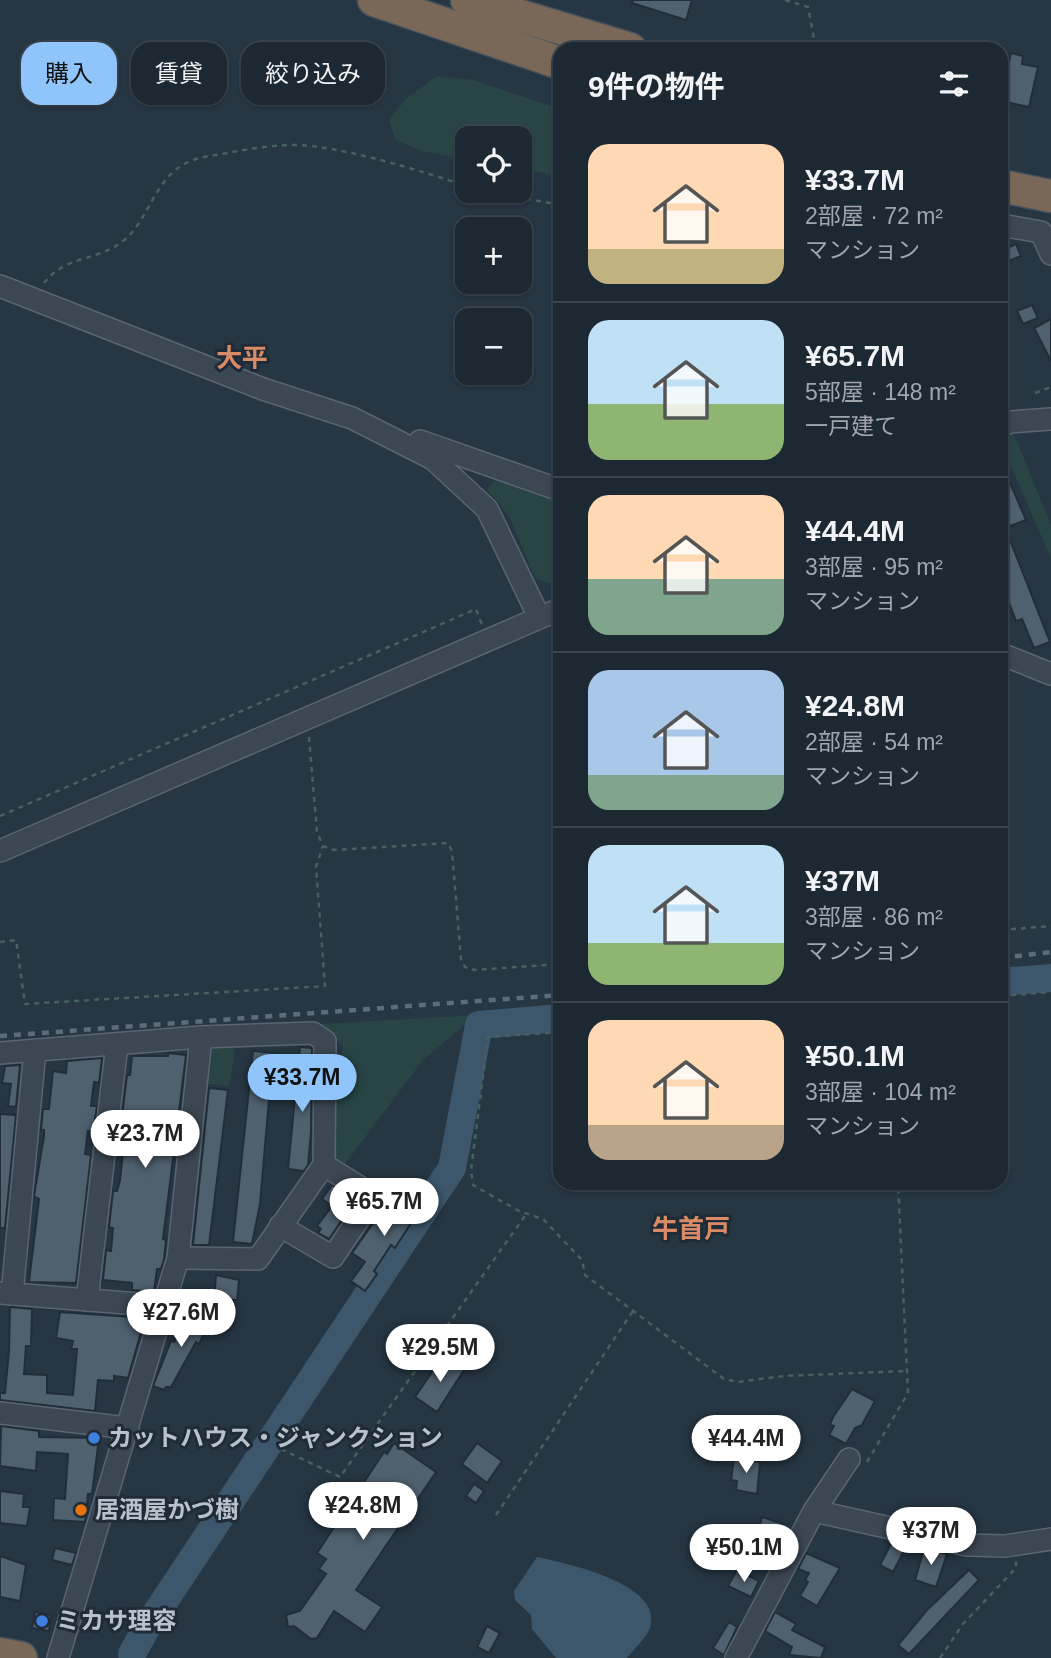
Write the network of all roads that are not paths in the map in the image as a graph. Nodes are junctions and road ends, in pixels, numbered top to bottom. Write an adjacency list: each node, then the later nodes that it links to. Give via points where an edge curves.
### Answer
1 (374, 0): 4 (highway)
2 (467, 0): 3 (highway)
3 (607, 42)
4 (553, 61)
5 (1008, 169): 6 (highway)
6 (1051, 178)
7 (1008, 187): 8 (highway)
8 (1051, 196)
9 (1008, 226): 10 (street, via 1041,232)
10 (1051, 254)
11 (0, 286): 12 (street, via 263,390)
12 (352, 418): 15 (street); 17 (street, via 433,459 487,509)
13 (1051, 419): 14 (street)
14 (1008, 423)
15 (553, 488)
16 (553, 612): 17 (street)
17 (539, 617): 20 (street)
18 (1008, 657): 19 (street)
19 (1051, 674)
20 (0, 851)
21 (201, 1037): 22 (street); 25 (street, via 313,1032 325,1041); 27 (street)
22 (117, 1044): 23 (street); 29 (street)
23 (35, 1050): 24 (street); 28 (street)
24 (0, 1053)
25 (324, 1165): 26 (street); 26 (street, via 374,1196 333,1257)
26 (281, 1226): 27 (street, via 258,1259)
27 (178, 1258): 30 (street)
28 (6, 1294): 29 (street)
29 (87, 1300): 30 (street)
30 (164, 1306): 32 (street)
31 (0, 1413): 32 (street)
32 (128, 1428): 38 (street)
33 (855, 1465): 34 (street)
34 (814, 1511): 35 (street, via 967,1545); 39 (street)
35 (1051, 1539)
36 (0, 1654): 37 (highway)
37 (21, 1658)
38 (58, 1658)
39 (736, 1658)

--

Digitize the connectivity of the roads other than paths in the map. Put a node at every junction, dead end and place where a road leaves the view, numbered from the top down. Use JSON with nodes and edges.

ACTION ITEM -
Once you have counted the lines of the records holding the string "where", state that number with no other words.

RESPONSE AREA -
2